↓↓↓
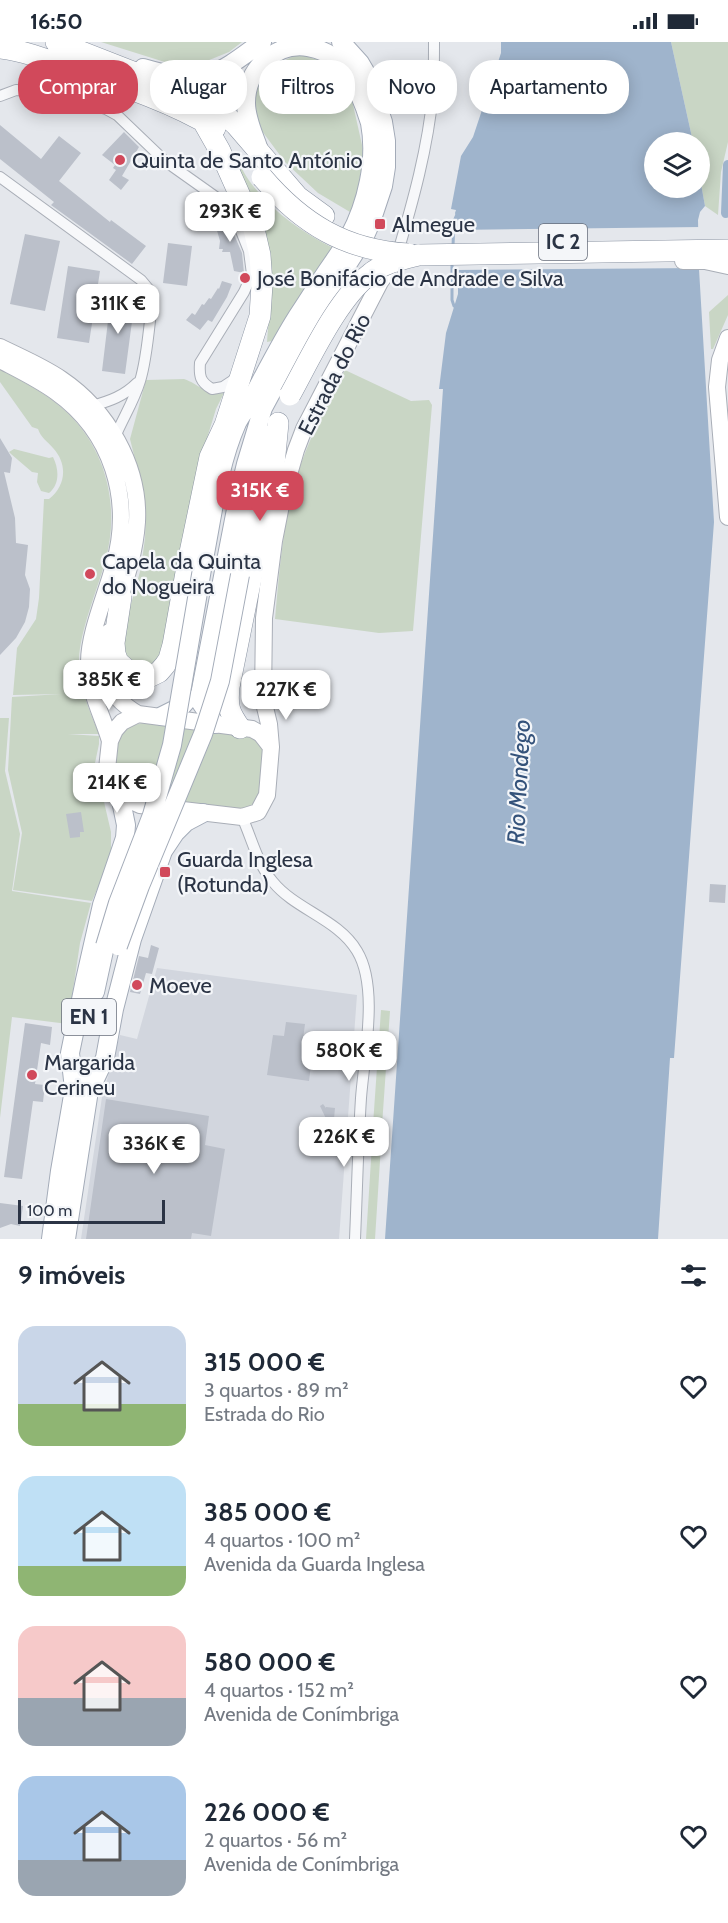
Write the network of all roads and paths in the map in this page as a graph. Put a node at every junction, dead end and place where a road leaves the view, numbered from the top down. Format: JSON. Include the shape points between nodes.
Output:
{"nodes":[{"id":1,"x":56,"y":42,"type":"edge"},
{"id":2,"x":262,"y":42,"type":"edge"},
{"id":3,"x":341,"y":42,"type":"edge"},
{"id":4,"x":434,"y":42,"type":"edge"},
{"id":5,"x":0,"y":48,"type":"edge"},
{"id":6,"x":106,"y":60,"type":"edge"},
{"id":7,"x":138,"y":68,"type":"edge"},
{"id":8,"x":138,"y":73,"type":"edge"},
{"id":9,"x":0,"y":96,"type":"edge"},
{"id":10,"x":203,"y":121,"type":"junction"},
{"id":11,"x":265,"y":167,"type":"junction"},
{"id":12,"x":0,"y":177,"type":"edge"},
{"id":13,"x":726,"y":256,"type":"edge"},
{"id":14,"x":406,"y":261,"type":"junction"},
{"id":15,"x":728,"y":338,"type":"edge"},
{"id":16,"x":0,"y":347,"type":"edge"},
{"id":17,"x":0,"y":360,"type":"edge"},
{"id":18,"x":241,"y":376,"type":"junction"},
{"id":19,"x":141,"y":378,"type":"junction"},
{"id":20,"x":283,"y":392,"type":"junction"},
{"id":21,"x":251,"y":401,"type":"junction"},
{"id":22,"x":92,"y":406,"type":"junction"},
{"id":23,"x":278,"y":423,"type":"junction"},
{"id":24,"x":225,"y":424,"type":"junction"},
{"id":25,"x":115,"y":437,"type":"junction"},
{"id":26,"x":261,"y":456,"type":"junction"},
{"id":27,"x":224,"y":459,"type":"junction"},
{"id":28,"x":728,"y":517,"type":"edge"},
{"id":29,"x":121,"y":597,"type":"junction"},
{"id":30,"x":263,"y":699,"type":"junction"},
{"id":31,"x":138,"y":714,"type":"junction"},
{"id":32,"x":162,"y":716,"type":"junction"},
{"id":33,"x":215,"y":724,"type":"junction"},
{"id":34,"x":244,"y":728,"type":"junction"},
{"id":35,"x":110,"y":741,"type":"junction"},
{"id":36,"x":271,"y":747,"type":"junction"},
{"id":37,"x":120,"y":796,"type":"junction"},
{"id":38,"x":203,"y":813,"type":"junction"},
{"id":39,"x":250,"y":814,"type":"junction"},
{"id":40,"x":252,"y":839,"type":"junction"},
{"id":41,"x":112,"y":946,"type":"junction"},
{"id":42,"x":81,"y":1091,"type":"junction"},
{"id":43,"x":51,"y":1239,"type":"edge"},
{"id":44,"x":66,"y":1239,"type":"edge"},
{"id":45,"x":355,"y":1239,"type":"edge"}],
"edges":[{"from":1,"to":6,"type":"highway","number":"IC 2"},
{"from":2,"to":7,"type":"main road","via":[[208,76],[170,75]]},
{"from":3,"to":20,"type":"main road","via":[[360,63],[375,97],[386,141],[386,167],[375,212],[363,240],[305,330]]},
{"from":4,"to":14,"type":"street","name":"Estrada do Rio","via":[[432,94]]},
{"from":5,"to":10,"type":"highway","number":"IC 2","via":[[18,50],[113,83]]},
{"from":8,"to":11,"type":"highway","number":"IC 2","via":[[223,113]]},
{"from":9,"to":18,"type":"street","via":[[27,91],[28,100],[36,103],[43,99],[44,90],[106,109],[165,161],[227,205],[249,251],[252,274],[200,363],[199,375],[212,389]]},
{"from":10,"to":11,"type":"highway","number":"IC 2","via":[[227,135],[250,160]]},
{"from":10,"to":18,"type":"highway","via":[[245,205],[260,255],[260,316]]},
{"from":11,"to":13,"type":"highway","number":"IC 2","via":[[324,216],[356,231],[390,240]]},
{"from":11,"to":14,"type":"highway","number":"IC 2","bridge":true,"via":[[289,206],[317,227],[334,237]]},
{"from":11,"to":21,"type":"main road","via":[[246,105],[250,81],[271,55],[293,46],[333,56],[358,90],[369,122],[372,163],[367,189],[350,237],[268,365]]},
{"from":12,"to":19,"type":"street","via":[[141,280],[151,292]]},
{"from":13,"to":14,"type":"highway","number":"IC 2"},
{"from":13,"to":14,"type":"main road","via":[[700,261]]},
{"from":14,"to":20,"type":"highway","bridge":true,"via":[[395,261],[371,273],[354,290]]},
{"from":14,"to":30,"type":"main road","name":"Estrada do Rio","via":[[380,282],[296,450],[274,541],[264,618]]},
{"from":15,"to":28,"type":"main road","via":[[717,387]]},
{"from":16,"to":22,"type":"main road","via":[[63,380]]},
{"from":17,"to":35,"type":"main road","via":[[40,381],[77,410],[102,441],[116,474],[119,541],[89,659],[92,691]]},
{"from":18,"to":24,"type":"highway"},
{"from":19,"to":22,"type":"street","via":[[128,392]]},
{"from":19,"to":25,"type":"street"},
{"from":20,"to":23,"type":"highway"},
{"from":20,"to":26,"type":"main road","via":[[265,428]]},
{"from":20,"to":33,"type":"main road","via":[[263,408],[246,464],[199,699]]},
{"from":21,"to":27,"type":"main road"},
{"from":21,"to":32,"type":"main road","via":[[191,693],[183,706]]},
{"from":22,"to":25,"type":"main road"},
{"from":23,"to":26,"type":"highway"},
{"from":23,"to":34,"type":"highway","via":[[274,465],[229,687],[227,705],[231,716]]},
{"from":24,"to":27,"type":"highway"},
{"from":24,"to":29,"type":"highway","via":[[210,457],[169,659],[151,676],[132,674],[118,662],[114,643]]},
{"from":25,"to":29,"type":"main road","via":[[131,476],[137,520]]},
{"from":26,"to":41,"type":"main road","bridge":true,"via":[[220,681],[203,734]]},
{"from":27,"to":41,"type":"main road","bridge":true,"via":[[172,745],[152,815],[118,903]]},
{"from":29,"to":31,"type":"main road","via":[[108,636],[104,667],[111,692]]},
{"from":30,"to":34,"type":"main road","name":"Estrada do Rio","via":[[261,710]]},
{"from":30,"to":36,"type":"main road","name":"Estrada do Rio"},
{"from":31,"to":32,"type":"main road"},
{"from":31,"to":35,"type":"main road","via":[[122,722]]},
{"from":32,"to":33,"type":"main road"},
{"from":33,"to":34,"type":"main road"},
{"from":34,"to":36,"type":"main road","via":[[261,734]]},
{"from":35,"to":37,"type":"main road","via":[[109,782]]},
{"from":36,"to":39,"type":"main road","name":"Estrada do Rio","via":[[267,795]]},
{"from":37,"to":38,"type":"main road","via":[[140,805]]},
{"from":37,"to":42,"type":"main road","via":[[125,838],[102,905],[70,1053]]},
{"from":38,"to":39,"type":"main road"},
{"from":38,"to":42,"type":"main road","via":[[186,822],[163,851],[132,939],[105,1058]]},
{"from":39,"to":40,"type":"street"},
{"from":39,"to":40,"type":"street"},
{"from":40,"to":45,"type":"street","via":[[257,858],[273,883],[342,933],[357,951],[368,979]]},
{"from":41,"to":42,"type":"main road","number":"EN 1","via":[[98,1037]]},
{"from":42,"to":43,"type":"main road","number":"EN 1","via":[[60,1171]]},
{"from":42,"to":44,"type":"main road","number":"EN 1"}]}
↑↑↑
*About this exercise*:
The records above, minus their pictures, are to be returned verbatim.

*The completed task*:
Write the network of all roads and paths in the map in this page as a graph. Put a node at every junction, dead end and place where a road leaves the view, numbered from the top down. Format: JSON. Include the shape points between nodes.
Output:
{"nodes":[{"id":1,"x":56,"y":42,"type":"edge"},
{"id":2,"x":262,"y":42,"type":"edge"},
{"id":3,"x":341,"y":42,"type":"edge"},
{"id":4,"x":434,"y":42,"type":"edge"},
{"id":5,"x":0,"y":48,"type":"edge"},
{"id":6,"x":106,"y":60,"type":"edge"},
{"id":7,"x":138,"y":68,"type":"edge"},
{"id":8,"x":138,"y":73,"type":"edge"},
{"id":9,"x":0,"y":96,"type":"edge"},
{"id":10,"x":203,"y":121,"type":"junction"},
{"id":11,"x":265,"y":167,"type":"junction"},
{"id":12,"x":0,"y":177,"type":"edge"},
{"id":13,"x":726,"y":256,"type":"edge"},
{"id":14,"x":406,"y":261,"type":"junction"},
{"id":15,"x":728,"y":338,"type":"edge"},
{"id":16,"x":0,"y":347,"type":"edge"},
{"id":17,"x":0,"y":360,"type":"edge"},
{"id":18,"x":241,"y":376,"type":"junction"},
{"id":19,"x":141,"y":378,"type":"junction"},
{"id":20,"x":283,"y":392,"type":"junction"},
{"id":21,"x":251,"y":401,"type":"junction"},
{"id":22,"x":92,"y":406,"type":"junction"},
{"id":23,"x":278,"y":423,"type":"junction"},
{"id":24,"x":225,"y":424,"type":"junction"},
{"id":25,"x":115,"y":437,"type":"junction"},
{"id":26,"x":261,"y":456,"type":"junction"},
{"id":27,"x":224,"y":459,"type":"junction"},
{"id":28,"x":728,"y":517,"type":"edge"},
{"id":29,"x":121,"y":597,"type":"junction"},
{"id":30,"x":263,"y":699,"type":"junction"},
{"id":31,"x":138,"y":714,"type":"junction"},
{"id":32,"x":162,"y":716,"type":"junction"},
{"id":33,"x":215,"y":724,"type":"junction"},
{"id":34,"x":244,"y":728,"type":"junction"},
{"id":35,"x":110,"y":741,"type":"junction"},
{"id":36,"x":271,"y":747,"type":"junction"},
{"id":37,"x":120,"y":796,"type":"junction"},
{"id":38,"x":203,"y":813,"type":"junction"},
{"id":39,"x":250,"y":814,"type":"junction"},
{"id":40,"x":252,"y":839,"type":"junction"},
{"id":41,"x":112,"y":946,"type":"junction"},
{"id":42,"x":81,"y":1091,"type":"junction"},
{"id":43,"x":51,"y":1239,"type":"edge"},
{"id":44,"x":66,"y":1239,"type":"edge"},
{"id":45,"x":355,"y":1239,"type":"edge"}],
"edges":[{"from":1,"to":6,"type":"highway","number":"IC 2"},
{"from":2,"to":7,"type":"main road","via":[[208,76],[170,75]]},
{"from":3,"to":20,"type":"main road","via":[[360,63],[375,97],[386,141],[386,167],[375,212],[363,240],[305,330]]},
{"from":4,"to":14,"type":"street","name":"Estrada do Rio","via":[[432,94]]},
{"from":5,"to":10,"type":"highway","number":"IC 2","via":[[18,50],[113,83]]},
{"from":8,"to":11,"type":"highway","number":"IC 2","via":[[223,113]]},
{"from":9,"to":18,"type":"street","via":[[27,91],[28,100],[36,103],[43,99],[44,90],[106,109],[165,161],[227,205],[249,251],[252,274],[200,363],[199,375],[212,389]]},
{"from":10,"to":11,"type":"highway","number":"IC 2","via":[[227,135],[250,160]]},
{"from":10,"to":18,"type":"highway","via":[[245,205],[260,255],[260,316]]},
{"from":11,"to":13,"type":"highway","number":"IC 2","via":[[324,216],[356,231],[390,240]]},
{"from":11,"to":14,"type":"highway","number":"IC 2","bridge":true,"via":[[289,206],[317,227],[334,237]]},
{"from":11,"to":21,"type":"main road","via":[[246,105],[250,81],[271,55],[293,46],[333,56],[358,90],[369,122],[372,163],[367,189],[350,237],[268,365]]},
{"from":12,"to":19,"type":"street","via":[[141,280],[151,292]]},
{"from":13,"to":14,"type":"highway","number":"IC 2"},
{"from":13,"to":14,"type":"main road","via":[[700,261]]},
{"from":14,"to":20,"type":"highway","bridge":true,"via":[[395,261],[371,273],[354,290]]},
{"from":14,"to":30,"type":"main road","name":"Estrada do Rio","via":[[380,282],[296,450],[274,541],[264,618]]},
{"from":15,"to":28,"type":"main road","via":[[717,387]]},
{"from":16,"to":22,"type":"main road","via":[[63,380]]},
{"from":17,"to":35,"type":"main road","via":[[40,381],[77,410],[102,441],[116,474],[119,541],[89,659],[92,691]]},
{"from":18,"to":24,"type":"highway"},
{"from":19,"to":22,"type":"street","via":[[128,392]]},
{"from":19,"to":25,"type":"street"},
{"from":20,"to":23,"type":"highway"},
{"from":20,"to":26,"type":"main road","via":[[265,428]]},
{"from":20,"to":33,"type":"main road","via":[[263,408],[246,464],[199,699]]},
{"from":21,"to":27,"type":"main road"},
{"from":21,"to":32,"type":"main road","via":[[191,693],[183,706]]},
{"from":22,"to":25,"type":"main road"},
{"from":23,"to":26,"type":"highway"},
{"from":23,"to":34,"type":"highway","via":[[274,465],[229,687],[227,705],[231,716]]},
{"from":24,"to":27,"type":"highway"},
{"from":24,"to":29,"type":"highway","via":[[210,457],[169,659],[151,676],[132,674],[118,662],[114,643]]},
{"from":25,"to":29,"type":"main road","via":[[131,476],[137,520]]},
{"from":26,"to":41,"type":"main road","bridge":true,"via":[[220,681],[203,734]]},
{"from":27,"to":41,"type":"main road","bridge":true,"via":[[172,745],[152,815],[118,903]]},
{"from":29,"to":31,"type":"main road","via":[[108,636],[104,667],[111,692]]},
{"from":30,"to":34,"type":"main road","name":"Estrada do Rio","via":[[261,710]]},
{"from":30,"to":36,"type":"main road","name":"Estrada do Rio"},
{"from":31,"to":32,"type":"main road"},
{"from":31,"to":35,"type":"main road","via":[[122,722]]},
{"from":32,"to":33,"type":"main road"},
{"from":33,"to":34,"type":"main road"},
{"from":34,"to":36,"type":"main road","via":[[261,734]]},
{"from":35,"to":37,"type":"main road","via":[[109,782]]},
{"from":36,"to":39,"type":"main road","name":"Estrada do Rio","via":[[267,795]]},
{"from":37,"to":38,"type":"main road","via":[[140,805]]},
{"from":37,"to":42,"type":"main road","via":[[125,838],[102,905],[70,1053]]},
{"from":38,"to":39,"type":"main road"},
{"from":38,"to":42,"type":"main road","via":[[186,822],[163,851],[132,939],[105,1058]]},
{"from":39,"to":40,"type":"street"},
{"from":39,"to":40,"type":"street"},
{"from":40,"to":45,"type":"street","via":[[257,858],[273,883],[342,933],[357,951],[368,979]]},
{"from":41,"to":42,"type":"main road","number":"EN 1","via":[[98,1037]]},
{"from":42,"to":43,"type":"main road","number":"EN 1","via":[[60,1171]]},
{"from":42,"to":44,"type":"main road","number":"EN 1"}]}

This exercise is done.